Dinosaurs and many other life forms became extinct.
Mountain ranges began to form.
Climate became cooler, and ice ages occurred.
The present-day period is the Quaternary.
We live in the Holocene epoch, after the last ice age.
Homo Sapiens appeared about 500,000 years ago, becoming dominant only about 10,000 years ago.

Geological Events in Ethiopia

Precambrian Era

Ethiopia consisted of huge folded and faulted mountains.

Paleozoic Era

Land was affected by persistent denudation (erosion) and peneplanation.
No significant rock formation in many parts of Ethiopia.

Mesozoic Era

Land surface sank, and the sea invaded from the southeast towards the northwest.
Layers of sandstone (Adigrat sandstone) and limestone (Hintalo limestone) were deposited.
Landmass started uplifting, emerging from the sea toward the end of the era.
The sea retreated southeast, depositing Upper sandstone.
Many parts of Ethiopia were covered by three layers of Mesozoic marine sediment.

Cenozoic Era

Uplift of the Ethiopian landmass, crustal deformations, and immense lava flow (Trapean lava series).
Formation of the Ethiopian highlands.
Major vertical displacements formed the Ethiopian Rift Valley during the middle tertiary.
The Rift Valley divided the Ethiopian highlands into Western and Southeastern Highlands.

Quaternary Period

Marked climatic change resulting in Pluvian Rains in Africa.
Ethiopian plateaus affected by heavy erosion.
Dry climate increased evaporation and reduced rift valley lake sizes.
Salt, potash, and saline water were left behind in the Afar depression.

Continental Drift

Alfred Wegener proposed the theory of continental drift in 1915 in "The Origin of Continents and Oceans".
Pangaea (supercontinent) existed during the Mesozoic era.
About 200 million years ago, Pangaea began to break apart into Gondwanaland and Laurasia.
Gondwanaland: South America, Africa, Arabian Peninsula, Indian subcontinent, Australia, and Antarctica.
Laurasia: North America and Eurasia.
Continents 'drifted' to their present positions.

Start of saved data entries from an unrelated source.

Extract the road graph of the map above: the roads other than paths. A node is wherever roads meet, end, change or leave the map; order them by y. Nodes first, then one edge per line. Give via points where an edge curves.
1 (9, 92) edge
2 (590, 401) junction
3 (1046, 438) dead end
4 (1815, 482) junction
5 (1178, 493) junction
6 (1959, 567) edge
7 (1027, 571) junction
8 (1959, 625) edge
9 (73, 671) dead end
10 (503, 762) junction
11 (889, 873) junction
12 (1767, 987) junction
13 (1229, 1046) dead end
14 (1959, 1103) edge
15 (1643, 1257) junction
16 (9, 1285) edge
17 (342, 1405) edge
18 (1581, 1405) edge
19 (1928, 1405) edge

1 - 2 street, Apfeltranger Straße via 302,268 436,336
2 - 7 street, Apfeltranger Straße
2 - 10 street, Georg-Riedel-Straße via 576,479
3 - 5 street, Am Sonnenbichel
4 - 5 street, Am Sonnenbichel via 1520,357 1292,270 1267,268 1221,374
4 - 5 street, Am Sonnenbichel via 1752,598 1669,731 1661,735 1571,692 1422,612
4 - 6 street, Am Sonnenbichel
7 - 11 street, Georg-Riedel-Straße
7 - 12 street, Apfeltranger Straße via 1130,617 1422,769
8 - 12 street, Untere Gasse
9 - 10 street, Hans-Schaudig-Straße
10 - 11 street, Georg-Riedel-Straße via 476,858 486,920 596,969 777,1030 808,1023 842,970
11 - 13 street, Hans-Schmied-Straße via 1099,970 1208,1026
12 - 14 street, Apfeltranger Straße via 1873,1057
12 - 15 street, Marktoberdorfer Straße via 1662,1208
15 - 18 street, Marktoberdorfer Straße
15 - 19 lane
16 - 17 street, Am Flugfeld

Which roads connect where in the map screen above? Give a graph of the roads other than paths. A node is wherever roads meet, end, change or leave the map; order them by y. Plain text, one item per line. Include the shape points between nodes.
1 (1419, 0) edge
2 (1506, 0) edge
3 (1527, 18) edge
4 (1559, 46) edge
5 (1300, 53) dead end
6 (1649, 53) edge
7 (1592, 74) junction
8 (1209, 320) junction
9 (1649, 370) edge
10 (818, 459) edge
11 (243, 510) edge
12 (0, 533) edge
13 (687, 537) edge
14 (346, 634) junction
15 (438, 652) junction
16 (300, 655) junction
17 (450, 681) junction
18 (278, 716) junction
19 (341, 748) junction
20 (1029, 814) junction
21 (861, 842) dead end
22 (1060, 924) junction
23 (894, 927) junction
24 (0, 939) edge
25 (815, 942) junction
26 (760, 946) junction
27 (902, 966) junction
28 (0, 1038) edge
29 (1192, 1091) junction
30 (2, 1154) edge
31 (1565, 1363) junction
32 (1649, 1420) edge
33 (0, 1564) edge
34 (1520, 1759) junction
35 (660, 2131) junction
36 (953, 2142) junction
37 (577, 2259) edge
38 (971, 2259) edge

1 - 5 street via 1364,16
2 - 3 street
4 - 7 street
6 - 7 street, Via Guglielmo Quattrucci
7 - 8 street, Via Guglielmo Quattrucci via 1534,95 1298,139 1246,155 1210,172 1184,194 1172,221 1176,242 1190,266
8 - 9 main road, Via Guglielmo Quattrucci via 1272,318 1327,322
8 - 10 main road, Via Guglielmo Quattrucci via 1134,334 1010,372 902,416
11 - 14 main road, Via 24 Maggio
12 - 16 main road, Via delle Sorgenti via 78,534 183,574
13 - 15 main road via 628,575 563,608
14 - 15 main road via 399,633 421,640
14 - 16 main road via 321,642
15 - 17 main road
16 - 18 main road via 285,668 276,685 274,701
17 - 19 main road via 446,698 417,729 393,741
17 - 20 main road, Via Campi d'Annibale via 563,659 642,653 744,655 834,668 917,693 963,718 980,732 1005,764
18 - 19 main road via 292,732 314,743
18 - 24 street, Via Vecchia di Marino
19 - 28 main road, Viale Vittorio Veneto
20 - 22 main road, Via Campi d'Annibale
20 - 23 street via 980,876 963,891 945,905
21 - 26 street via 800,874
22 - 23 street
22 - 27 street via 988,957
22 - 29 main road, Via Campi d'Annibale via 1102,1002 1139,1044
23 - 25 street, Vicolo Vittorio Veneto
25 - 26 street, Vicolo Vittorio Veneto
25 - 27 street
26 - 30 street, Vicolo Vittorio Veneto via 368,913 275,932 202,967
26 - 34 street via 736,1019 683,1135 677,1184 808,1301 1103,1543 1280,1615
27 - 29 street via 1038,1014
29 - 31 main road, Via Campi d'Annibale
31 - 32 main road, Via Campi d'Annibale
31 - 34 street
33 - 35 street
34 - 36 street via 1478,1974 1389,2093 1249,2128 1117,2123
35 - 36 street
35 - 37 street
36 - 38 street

Earth's Physical Environment

Divided into four major parts: hydrosphere (water), atmosphere (gases), lithosphere (solid Earth), and biosphere (life).
Highly integrated environment with continuous interactions between air, rocks, and water.

Hydrosphere

Includes all of Earth’s water, circulating among oceans, continents, and the atmosphere.
Oceans cover nearly 71% of the globe, with an average depth of about 3.8 km.
Oceans account for about 97% of Earth's water.
About 1.8% of Earth’s water is frozen in glaciers.
About 0.63% is found underground.
Only 0.01% forms streams and lakes.

Atmosphere

Gaseous envelope surrounding Earth, mostly nitrogen and oxygen.
One-half of the mass lies below 5.6 km altitude, and 90% within 16 km.
About 99% is concentrated in the first 30 km above the surface.

Biosphere

Zone inhabited by life; concentrated near the surface extending from the ocean floor up several kilometers into the atmosphere.
Includes the uppermost lithosphere, the hydrosphere, and the lower parts of the atmosphere.

Lithosphere

Solid Earth; consists of the crust, mantle, and core.
The outermost layer (crust) is composed of solid rock.
The mantle lies beneath the crust and contains small pools of liquid rock (magma).
The core is a dense, hot, partly molten region composed mainly of iron and nickel.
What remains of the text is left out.